O que foi muito explorado pelas mídias foi o fato de, entre os suspeitos, estarem pessoas apresentadas como pastores evangélicos. Entretanto, a  nota da operação policial oferece nítida explicação, não abrindo margem para tal conclusão: 

A Polícia Civil do Distrito Federal, por meio da Delegacia de Repressão aos Crimes Contra a Ordem Tributária, vinculada ao Departamento de Combate à Corrupção e ao Crime Organizado (DOT/DECOR), deflagrou, na manhã de hoje (20), a operação denominada “FALSO PROFETA”, para o cumprimento de dois mandados de prisão preventiva e dezesseis mandados de busca e apreensão, com o objetivo de combater organização que atua na prática de estelionato e outros crimes no Distrito Federal e em várias outras unidades da federação(…) O golpe consiste na conversa enganosa através de redes sociais (Youtube, Telegram, Instagram, Whatsapp, etc.), abusando da fé alheia, da crença religiosa e invocando de uma teoria conspiratória apelidada de “Nesara Gesara”, para convencer as vítimas, em sua grande maioria evangélicas, a investirem suas economias em falsas operações financeiras ou falsos projetos de ações humanitárias, com promessa de retorno financeiro imediato e rentabilidade estratosférica. Foi detectada, por exemplo, a promessa de que somente com um depósito (“aporte”) de R$ 25 as pessoas poderiam receber de volta nas “operações” o valor de Um Octilhão de Reais, ou mesmo “investir” R$ 2.000 para ganhar 350 bilhões de centilhões de euros.” 

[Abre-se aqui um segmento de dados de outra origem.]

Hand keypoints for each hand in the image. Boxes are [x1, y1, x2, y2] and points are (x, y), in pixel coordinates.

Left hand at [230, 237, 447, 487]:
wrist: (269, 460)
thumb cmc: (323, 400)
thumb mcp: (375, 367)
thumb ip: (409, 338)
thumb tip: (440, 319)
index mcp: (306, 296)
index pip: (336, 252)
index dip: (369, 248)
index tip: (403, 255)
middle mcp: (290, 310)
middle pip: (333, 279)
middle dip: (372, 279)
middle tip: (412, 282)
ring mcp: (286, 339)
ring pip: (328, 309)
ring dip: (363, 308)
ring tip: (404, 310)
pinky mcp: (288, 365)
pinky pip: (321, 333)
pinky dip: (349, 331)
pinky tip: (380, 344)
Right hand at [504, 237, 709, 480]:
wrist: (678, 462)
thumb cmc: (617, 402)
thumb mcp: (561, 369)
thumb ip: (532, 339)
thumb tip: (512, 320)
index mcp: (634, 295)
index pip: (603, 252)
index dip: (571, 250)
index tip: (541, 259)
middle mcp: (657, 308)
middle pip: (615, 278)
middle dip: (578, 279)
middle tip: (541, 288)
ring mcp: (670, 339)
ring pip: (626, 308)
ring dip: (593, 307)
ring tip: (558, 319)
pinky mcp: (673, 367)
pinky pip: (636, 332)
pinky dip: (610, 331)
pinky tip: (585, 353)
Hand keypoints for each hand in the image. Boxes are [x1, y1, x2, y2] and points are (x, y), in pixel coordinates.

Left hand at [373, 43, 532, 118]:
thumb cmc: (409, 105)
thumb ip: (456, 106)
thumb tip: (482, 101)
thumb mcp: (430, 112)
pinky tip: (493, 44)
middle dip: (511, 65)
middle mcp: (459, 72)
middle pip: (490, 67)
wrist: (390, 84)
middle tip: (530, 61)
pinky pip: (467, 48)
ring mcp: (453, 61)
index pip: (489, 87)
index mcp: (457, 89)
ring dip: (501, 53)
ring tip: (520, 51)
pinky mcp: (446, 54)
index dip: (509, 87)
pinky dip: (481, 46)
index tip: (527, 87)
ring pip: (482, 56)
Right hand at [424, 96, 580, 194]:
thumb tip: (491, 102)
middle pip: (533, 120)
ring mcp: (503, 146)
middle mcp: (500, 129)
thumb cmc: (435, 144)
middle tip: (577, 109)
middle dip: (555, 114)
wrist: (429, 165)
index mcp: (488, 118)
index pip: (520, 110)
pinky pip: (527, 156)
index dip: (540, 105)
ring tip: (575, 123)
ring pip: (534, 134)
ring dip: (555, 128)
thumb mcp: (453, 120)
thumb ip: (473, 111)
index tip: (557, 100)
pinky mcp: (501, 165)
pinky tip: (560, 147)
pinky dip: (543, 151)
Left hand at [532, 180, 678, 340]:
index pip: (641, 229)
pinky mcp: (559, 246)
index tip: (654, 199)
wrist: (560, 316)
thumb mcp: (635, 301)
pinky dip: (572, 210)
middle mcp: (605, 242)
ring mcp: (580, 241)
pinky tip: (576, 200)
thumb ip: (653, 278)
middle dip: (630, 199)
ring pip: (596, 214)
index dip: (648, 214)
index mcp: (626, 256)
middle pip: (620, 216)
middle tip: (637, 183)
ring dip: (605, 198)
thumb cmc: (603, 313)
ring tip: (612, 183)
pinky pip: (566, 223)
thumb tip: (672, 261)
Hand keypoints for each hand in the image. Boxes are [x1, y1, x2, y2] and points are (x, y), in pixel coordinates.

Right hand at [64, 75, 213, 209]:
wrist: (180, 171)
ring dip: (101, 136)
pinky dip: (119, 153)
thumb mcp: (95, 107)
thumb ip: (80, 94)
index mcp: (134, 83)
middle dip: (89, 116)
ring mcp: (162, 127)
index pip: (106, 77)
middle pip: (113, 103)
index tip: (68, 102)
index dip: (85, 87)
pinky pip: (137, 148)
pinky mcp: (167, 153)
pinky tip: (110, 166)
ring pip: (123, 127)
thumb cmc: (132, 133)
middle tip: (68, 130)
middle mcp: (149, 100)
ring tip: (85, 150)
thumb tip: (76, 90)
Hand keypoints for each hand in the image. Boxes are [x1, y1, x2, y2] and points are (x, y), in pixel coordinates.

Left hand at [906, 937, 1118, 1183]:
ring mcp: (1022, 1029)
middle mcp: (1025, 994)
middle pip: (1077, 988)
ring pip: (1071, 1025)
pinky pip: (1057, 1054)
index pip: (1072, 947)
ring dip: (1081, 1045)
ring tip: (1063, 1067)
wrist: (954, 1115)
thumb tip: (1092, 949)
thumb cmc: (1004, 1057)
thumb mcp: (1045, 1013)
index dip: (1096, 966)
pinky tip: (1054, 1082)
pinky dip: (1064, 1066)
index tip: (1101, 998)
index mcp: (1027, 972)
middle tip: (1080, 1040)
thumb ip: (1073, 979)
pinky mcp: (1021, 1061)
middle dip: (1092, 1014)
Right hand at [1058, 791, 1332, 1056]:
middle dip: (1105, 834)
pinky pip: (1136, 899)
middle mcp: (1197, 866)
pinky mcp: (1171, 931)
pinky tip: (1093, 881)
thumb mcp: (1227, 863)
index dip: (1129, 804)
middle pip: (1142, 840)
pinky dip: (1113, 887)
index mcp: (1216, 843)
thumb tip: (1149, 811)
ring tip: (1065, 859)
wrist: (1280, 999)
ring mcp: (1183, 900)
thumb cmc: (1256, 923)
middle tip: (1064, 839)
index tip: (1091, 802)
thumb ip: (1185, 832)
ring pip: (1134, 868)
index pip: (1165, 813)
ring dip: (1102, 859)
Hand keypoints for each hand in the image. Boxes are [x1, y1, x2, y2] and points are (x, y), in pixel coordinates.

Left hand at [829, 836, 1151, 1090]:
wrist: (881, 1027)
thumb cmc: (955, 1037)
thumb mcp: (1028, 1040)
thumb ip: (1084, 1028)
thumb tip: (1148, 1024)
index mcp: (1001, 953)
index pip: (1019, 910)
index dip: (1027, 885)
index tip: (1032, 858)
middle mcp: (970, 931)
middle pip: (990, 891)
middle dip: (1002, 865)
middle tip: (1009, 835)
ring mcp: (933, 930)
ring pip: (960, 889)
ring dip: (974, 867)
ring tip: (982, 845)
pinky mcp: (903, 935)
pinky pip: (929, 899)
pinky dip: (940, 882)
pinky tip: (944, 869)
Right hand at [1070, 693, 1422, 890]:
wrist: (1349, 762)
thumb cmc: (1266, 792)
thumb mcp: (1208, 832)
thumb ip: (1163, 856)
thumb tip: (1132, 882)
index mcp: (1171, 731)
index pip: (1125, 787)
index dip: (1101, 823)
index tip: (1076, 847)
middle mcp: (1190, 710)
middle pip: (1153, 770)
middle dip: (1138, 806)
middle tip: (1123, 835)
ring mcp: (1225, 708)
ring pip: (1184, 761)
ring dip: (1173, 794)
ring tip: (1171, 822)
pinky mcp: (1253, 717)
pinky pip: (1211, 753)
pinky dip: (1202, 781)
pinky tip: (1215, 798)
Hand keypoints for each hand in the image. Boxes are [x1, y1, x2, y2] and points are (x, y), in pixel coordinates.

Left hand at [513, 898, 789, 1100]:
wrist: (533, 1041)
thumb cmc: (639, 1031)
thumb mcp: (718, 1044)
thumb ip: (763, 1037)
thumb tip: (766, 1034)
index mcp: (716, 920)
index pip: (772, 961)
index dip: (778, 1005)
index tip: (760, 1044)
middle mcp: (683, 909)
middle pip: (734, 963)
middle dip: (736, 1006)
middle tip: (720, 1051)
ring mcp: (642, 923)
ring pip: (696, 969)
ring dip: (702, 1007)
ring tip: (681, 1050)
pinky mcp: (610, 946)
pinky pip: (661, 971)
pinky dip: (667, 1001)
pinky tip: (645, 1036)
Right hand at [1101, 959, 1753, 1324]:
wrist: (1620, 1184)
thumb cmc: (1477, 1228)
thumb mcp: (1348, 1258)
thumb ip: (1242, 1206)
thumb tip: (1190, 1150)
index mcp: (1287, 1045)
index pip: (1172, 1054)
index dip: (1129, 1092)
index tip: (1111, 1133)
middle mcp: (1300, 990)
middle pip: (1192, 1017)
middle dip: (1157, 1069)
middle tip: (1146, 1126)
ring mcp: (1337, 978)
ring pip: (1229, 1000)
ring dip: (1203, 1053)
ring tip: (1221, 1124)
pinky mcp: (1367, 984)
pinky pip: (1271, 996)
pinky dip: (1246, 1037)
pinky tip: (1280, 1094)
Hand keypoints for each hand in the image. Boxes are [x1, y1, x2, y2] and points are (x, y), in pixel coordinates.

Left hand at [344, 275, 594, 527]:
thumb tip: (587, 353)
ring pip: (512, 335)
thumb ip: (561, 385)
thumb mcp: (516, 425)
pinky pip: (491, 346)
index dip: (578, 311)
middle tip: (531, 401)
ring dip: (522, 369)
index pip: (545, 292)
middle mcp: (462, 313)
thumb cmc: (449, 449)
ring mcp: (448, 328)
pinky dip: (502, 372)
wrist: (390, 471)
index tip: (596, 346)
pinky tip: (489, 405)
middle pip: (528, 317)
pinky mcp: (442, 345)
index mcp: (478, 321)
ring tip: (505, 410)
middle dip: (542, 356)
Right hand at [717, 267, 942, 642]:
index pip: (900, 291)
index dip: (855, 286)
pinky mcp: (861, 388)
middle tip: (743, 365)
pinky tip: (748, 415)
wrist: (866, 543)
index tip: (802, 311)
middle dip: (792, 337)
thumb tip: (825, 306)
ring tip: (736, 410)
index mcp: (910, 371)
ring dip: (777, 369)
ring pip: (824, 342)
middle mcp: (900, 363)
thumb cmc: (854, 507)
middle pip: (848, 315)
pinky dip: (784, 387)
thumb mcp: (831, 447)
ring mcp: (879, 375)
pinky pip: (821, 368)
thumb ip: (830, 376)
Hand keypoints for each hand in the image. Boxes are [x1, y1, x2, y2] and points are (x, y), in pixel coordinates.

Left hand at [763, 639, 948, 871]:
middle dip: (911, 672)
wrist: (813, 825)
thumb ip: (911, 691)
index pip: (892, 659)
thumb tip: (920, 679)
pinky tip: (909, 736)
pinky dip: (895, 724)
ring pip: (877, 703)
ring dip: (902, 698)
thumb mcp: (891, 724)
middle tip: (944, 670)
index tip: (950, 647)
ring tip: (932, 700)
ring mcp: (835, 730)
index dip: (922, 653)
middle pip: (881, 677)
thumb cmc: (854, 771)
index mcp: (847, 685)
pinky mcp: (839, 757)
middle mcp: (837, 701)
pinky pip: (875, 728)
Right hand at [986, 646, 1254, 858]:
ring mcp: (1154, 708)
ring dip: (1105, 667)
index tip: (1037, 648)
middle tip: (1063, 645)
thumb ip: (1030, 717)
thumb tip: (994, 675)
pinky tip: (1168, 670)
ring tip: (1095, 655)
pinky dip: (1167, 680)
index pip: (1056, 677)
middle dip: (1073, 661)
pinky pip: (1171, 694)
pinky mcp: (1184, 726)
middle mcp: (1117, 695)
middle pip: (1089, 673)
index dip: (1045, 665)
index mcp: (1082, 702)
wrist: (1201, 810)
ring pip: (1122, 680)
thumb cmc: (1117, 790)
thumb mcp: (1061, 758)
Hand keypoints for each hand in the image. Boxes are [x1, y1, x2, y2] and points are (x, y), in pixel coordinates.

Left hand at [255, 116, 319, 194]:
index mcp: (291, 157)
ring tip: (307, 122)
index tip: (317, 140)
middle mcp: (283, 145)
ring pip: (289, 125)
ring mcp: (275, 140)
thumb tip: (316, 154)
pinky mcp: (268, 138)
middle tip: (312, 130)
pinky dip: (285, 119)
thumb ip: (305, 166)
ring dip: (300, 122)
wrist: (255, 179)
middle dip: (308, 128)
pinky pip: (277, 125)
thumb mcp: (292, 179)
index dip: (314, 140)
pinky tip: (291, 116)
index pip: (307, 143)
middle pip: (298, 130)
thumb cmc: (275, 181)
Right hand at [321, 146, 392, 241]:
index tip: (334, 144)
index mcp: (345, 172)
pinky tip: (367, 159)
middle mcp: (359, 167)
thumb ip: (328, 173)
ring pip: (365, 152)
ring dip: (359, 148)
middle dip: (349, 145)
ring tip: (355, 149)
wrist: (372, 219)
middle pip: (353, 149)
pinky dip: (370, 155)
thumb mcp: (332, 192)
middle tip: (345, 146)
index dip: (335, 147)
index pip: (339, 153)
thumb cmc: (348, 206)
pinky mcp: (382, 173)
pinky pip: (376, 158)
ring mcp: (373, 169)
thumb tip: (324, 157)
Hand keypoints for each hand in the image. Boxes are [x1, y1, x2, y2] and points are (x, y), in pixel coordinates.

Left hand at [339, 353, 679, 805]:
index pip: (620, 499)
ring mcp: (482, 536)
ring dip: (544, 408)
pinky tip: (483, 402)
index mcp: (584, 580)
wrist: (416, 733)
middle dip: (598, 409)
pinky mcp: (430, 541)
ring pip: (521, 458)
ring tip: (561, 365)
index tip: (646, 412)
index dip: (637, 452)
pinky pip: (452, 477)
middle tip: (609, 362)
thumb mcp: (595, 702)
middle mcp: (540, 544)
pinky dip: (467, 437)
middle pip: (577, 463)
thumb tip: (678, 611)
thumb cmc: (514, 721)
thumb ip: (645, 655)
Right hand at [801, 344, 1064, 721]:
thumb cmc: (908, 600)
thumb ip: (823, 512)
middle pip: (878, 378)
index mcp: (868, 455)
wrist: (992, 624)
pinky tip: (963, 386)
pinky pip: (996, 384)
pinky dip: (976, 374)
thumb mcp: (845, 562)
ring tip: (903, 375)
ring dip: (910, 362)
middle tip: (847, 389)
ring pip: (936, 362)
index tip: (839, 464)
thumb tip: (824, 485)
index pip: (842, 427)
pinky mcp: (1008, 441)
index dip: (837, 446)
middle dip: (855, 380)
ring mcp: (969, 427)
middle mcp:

Reprodução do site da Polícia Civil do DF

Bereia, porém, verificou que as notícias sobre a operação do DF, disseminadas pelas mídias sociais, geraram uma avalanche de comentários, generalizações e ampliações, tendo até mesmo registrado menções a “centenas de presos”. Invariavelmente, as chamadas traziam o texto “Pastor preso”, em referência ao golpista Osório Lopes Júnior. 

Bereia já havia checado conteúdo sobre o perfil de Osório Lopes Júnior , em abril 2022, por conta de outros golpes de mesma natureza, e concluiu que o uso do título religioso de “pastor” era enganoso. 

Reprodução do site do Coletivo Bereia 

Quem é Osório Lopes Junior?

Osório José Lopes Junior já teve problemas com a justiça. Em 2018, o falso pastor foi preso por estelionato em Goianésia, na região central de Goiás, acusado de obter R$15 milhões aplicando golpes, mesmo crime imputado pelo MP paulista. À época, Lopes Junior foi preso com o Pr. Alencar Santos Buriti, este, sim, com comprovação de vínculo eclesiástico com a Assembleia de Deus – Missão. Eles eram suspeitos de obter R$ 15 milhões aplicando golpes em fiéis de Goianésia. 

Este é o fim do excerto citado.